Chapter 4 Cardiopulmonary Resuscitation
INTRODUCTION
The likelihood of a successful outcome is increased when the resuscitation team is well prepared. Preparation begins with a well-defined and well-equipped resuscitation area. Ideally, this area should include a “crash cart” with supplies for venous access, airway management, and drug therapy, as well as monitoring equipment and a defibrillator (see Appendix 1). Oxygen should also be available, along with supplies necessary to perform manual ventilation, such as an Ambu bag, Bain circuit, or anesthesia machine. Essential to this preparation is the training of staff and their practice of specific roles and techniques in controlled situations. Each resuscitation team should have a defined leader to allow rapid decision making and clear communication during the resuscitation. Knowing the wishes of the owner before CPR is performed facilitates this process. This may be accomplished by establishing a resuscitation code at the time of hospital admission. In the author’s hospital, a green code means all appropriate measures (including open-chest CPR) will be performed, a yellow code limits the team to closed-chest CPR only, and a red code means do not resuscitate. Finally, it is very useful to have a debriefing session following CPR to enhance the effectiveness of the team in future resuscitations.
BASIC LIFE SUPPORT
Airway
An airway may be established rapidly by routine orotracheal intubation in most patients suffering respiratory or cardiopulmonary arrest (see Chapter 17, Endotracheal Intubation). This may be facilitated by the use of a laryngoscope and, if necessary, a stylet to stiffen the endotracheal tube. In some patients, the airway is obscured by saliva, gastric contents, blood, or edema fluid, and in these situations it is useful to have suction available to help clear the pharynx and aid in the visualization of the glottis. In other cases, the airway is obscured by pharyngeal swelling or a mass effect, and in many cases the patient may be intubated by directly palpating the larynx and then manually directing the tube into the glottis.
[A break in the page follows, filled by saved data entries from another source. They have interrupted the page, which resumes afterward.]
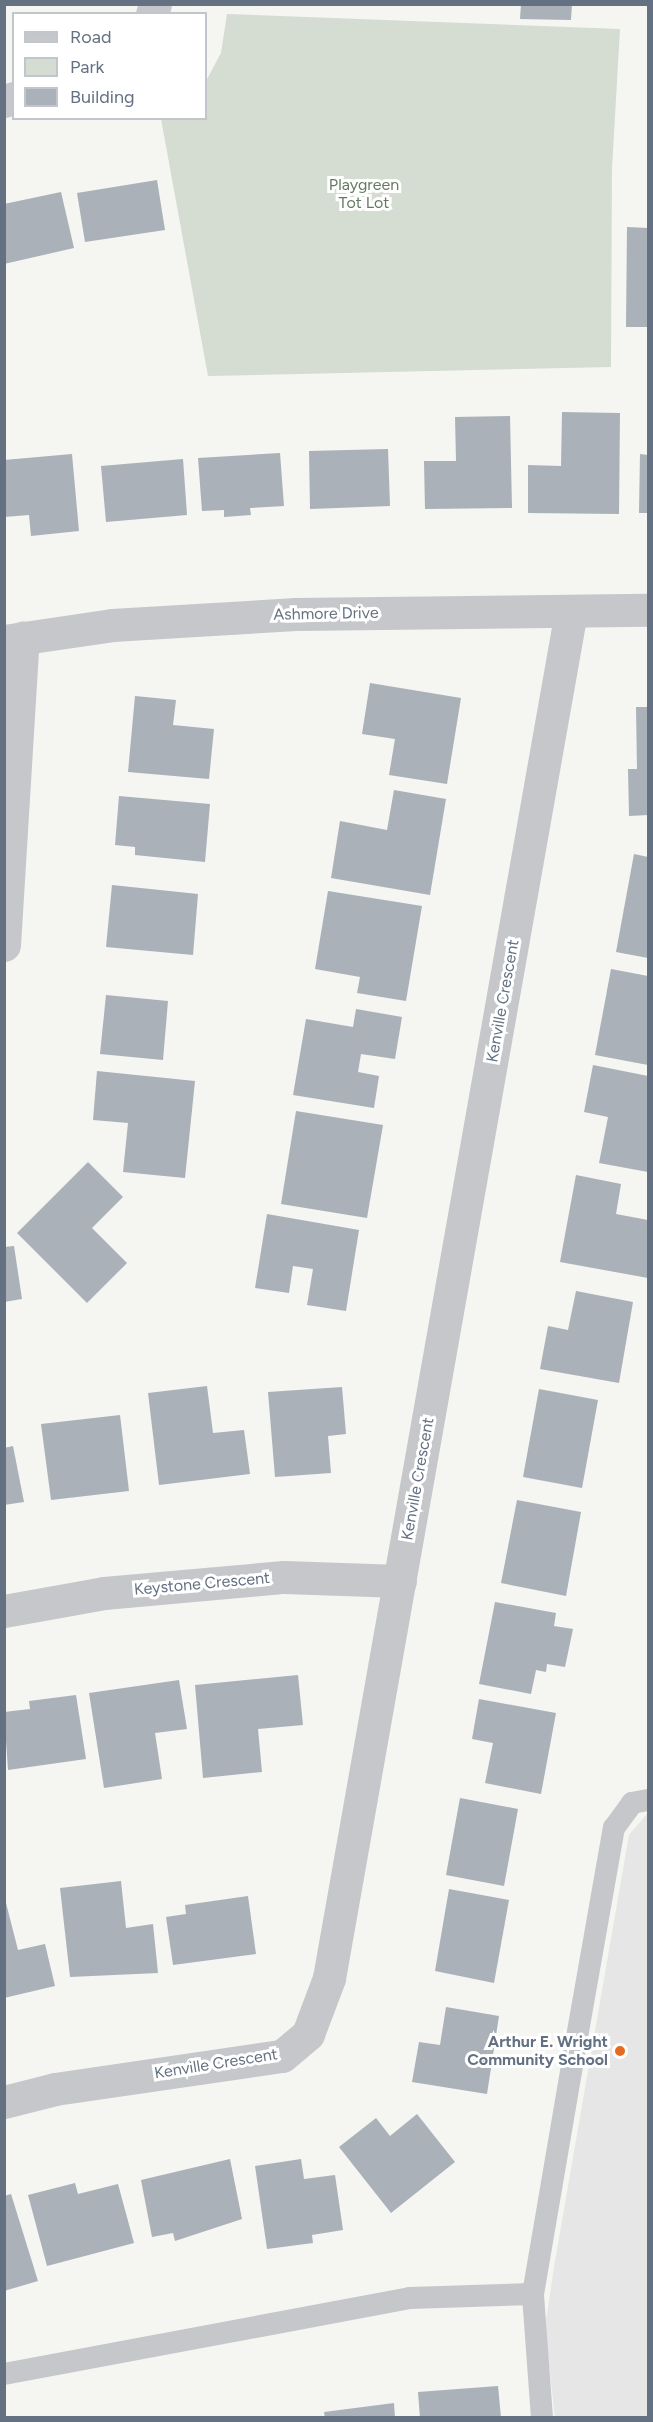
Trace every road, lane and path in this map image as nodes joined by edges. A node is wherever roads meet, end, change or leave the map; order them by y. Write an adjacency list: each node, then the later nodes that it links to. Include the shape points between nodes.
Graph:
1 (648, 610): 2 (street, Ashmore Drive)
2 (571, 611): 3 (street, Ashmore Drive, via 296,614 112,625); 5 (street, Kenville Crescent)
3 (14, 639): 4 (street)
4 (4, 945)
5 (400, 1581): 6 (street, Keystone Crescent, via 284,1577 104,1593); 8 (street, Kenville Crescent, via 329,1978 308,2034 282,2056 55,2089)
6 (4, 1611)
7 (648, 1800): 9 (lane, via 632,1803 614,1828)
8 (4, 2102)
9 (533, 2294): 10 (lane, via 399,2299); 11 (lane)
10 (4, 2374)
11 (542, 2418)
In rare instances, the patient cannot be intubated orotracheally. These situations include airway obstruction by foreign bodies that cannot be retrieved easily, massive pharyngeal swelling or mass effects, trauma with laryngeal or proximal tracheal disruption, and trismus or dental fixation devices that prevent normal jaw motion. When orotracheal intubation is not possible, an emergency tracheostomy is indicated (see Chapter 18, Tracheostomy). Should a tracheostomy tube not be available, a standard endotracheal tube may be used, with care taken not to place the tube distal to the carina, resulting in bronchial intubation. If necessary, the tube may be cut to a more appropriate length, with care taken not to cut the cuff balloon tubing.
Circulation
Blood flow during CPR is generated by external chest compression (closed-chest CPR) or by direct cardiac compression (open-chest CPR). Regardless of the technique, the goal is to maximize blood flow to the coronary and cerebral vascular beds. Coronary blood flow is driven by the myocardial perfusion pressure, which is governed by the aortic diastolic pressure and right atrial pressure (Box 4-1). Myocardial perfusion pressure is an extremely important variable in resuscitation, and it has been positively correlated to successful resuscitation in both experimental models and in humanpatients.10-11 Cerebral perfusion pressure is dictated by the mean aortic pressure and intracranial pressure, and it is the major determinant of cerebral blood flow (see Box 4-1).